As for Free Will being a separate issue from Consciousness (h/t Tom Ames), I suggest if consciousness is directly linked to creating reality and vice versa, it is pretty much a moot point.  We think, therefore we are…  so is the universe.

And if you want to call me a Quantum Quack for thinking this, go ahead.  You won’t be the first.

EDIT - I see Joy and I posted at the same time.  Now you can compare and contrast Joy's beautify prose verses my crude engineering ramblings.

  
BWE



Posts: 1902
Joined: Jan. 2006

(Permalink) Posted: Feb. 21 2010,12:09   

I think there will be recognized AI very soon. I meant that the thing the system works with is algorithmic. That Penrose claims consciousness is an outer or other process than thinking or pattern recognition.

Also the reality 'out there has next to nothing to do with how we perceive it in terms of isomorphisms because we aren't designed to understand it but to be little entropy generators within the larger thing. Different kinds of eyes see different em spectrums for example. Also, in terms of time lag:
http://www.livescience.com/strangenews/080602-foresee-future.html

Also, have you heard of Max Tegmark? Read this:
http://arxiv.org/PS_cache/arxiv/pdf/0704/0704.0646v2.pdf

I don't necesarily buy it but it's pretty interesting if you are into that stuff.

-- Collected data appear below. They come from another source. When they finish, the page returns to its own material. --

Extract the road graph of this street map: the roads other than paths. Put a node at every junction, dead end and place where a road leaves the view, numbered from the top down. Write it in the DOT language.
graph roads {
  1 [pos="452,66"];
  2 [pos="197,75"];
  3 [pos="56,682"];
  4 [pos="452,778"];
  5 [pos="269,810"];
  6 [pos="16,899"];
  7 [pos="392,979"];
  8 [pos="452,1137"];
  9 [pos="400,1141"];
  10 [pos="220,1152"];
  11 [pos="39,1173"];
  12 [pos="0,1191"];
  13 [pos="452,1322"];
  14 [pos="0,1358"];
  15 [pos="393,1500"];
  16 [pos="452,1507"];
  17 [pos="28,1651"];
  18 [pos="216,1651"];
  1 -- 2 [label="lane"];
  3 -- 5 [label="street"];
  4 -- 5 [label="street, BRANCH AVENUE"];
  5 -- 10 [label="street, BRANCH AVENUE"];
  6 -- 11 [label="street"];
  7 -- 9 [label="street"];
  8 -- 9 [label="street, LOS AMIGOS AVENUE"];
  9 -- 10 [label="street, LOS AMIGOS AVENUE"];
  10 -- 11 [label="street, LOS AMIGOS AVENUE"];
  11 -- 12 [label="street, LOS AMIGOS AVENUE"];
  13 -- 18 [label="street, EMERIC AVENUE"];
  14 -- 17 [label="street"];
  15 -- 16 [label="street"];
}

The real problem I have with penrose's idea is that it isn't necessary to explain the phenomena related to consciousness. There are certainly many levels to reality, whatever that may be, but the level of mechanics which best describe a system tend to be the units it uses to build rather than the units those units use. A mechanic doesn't have to understand metallurgy to fix a car or to understand how it generates that transcendental state called driving.

The metallurgy is interesting though and ultimately responsible for the driving but not necessary to explain it. Have you read Edelman?

If you can manage Penrose, you can probably manage Hofstadter. I highly recommend Godel Escher Bach.

--------------
Who said that ev'ry wish would be heard and answered
When wished on the morning star
Somebody thought of that, and someone believed it
Look what it's done so far

The Daily Wingnut

   
BWE



Posts: 1902
Joined: Jan. 2006

(Permalink) Posted: Feb. 21 2010,12:21   

Thought provoker, anyone who has ever taken the time to learn how to solve Schrodinger's equations ought to be a quantum quack of some sort in my opinion.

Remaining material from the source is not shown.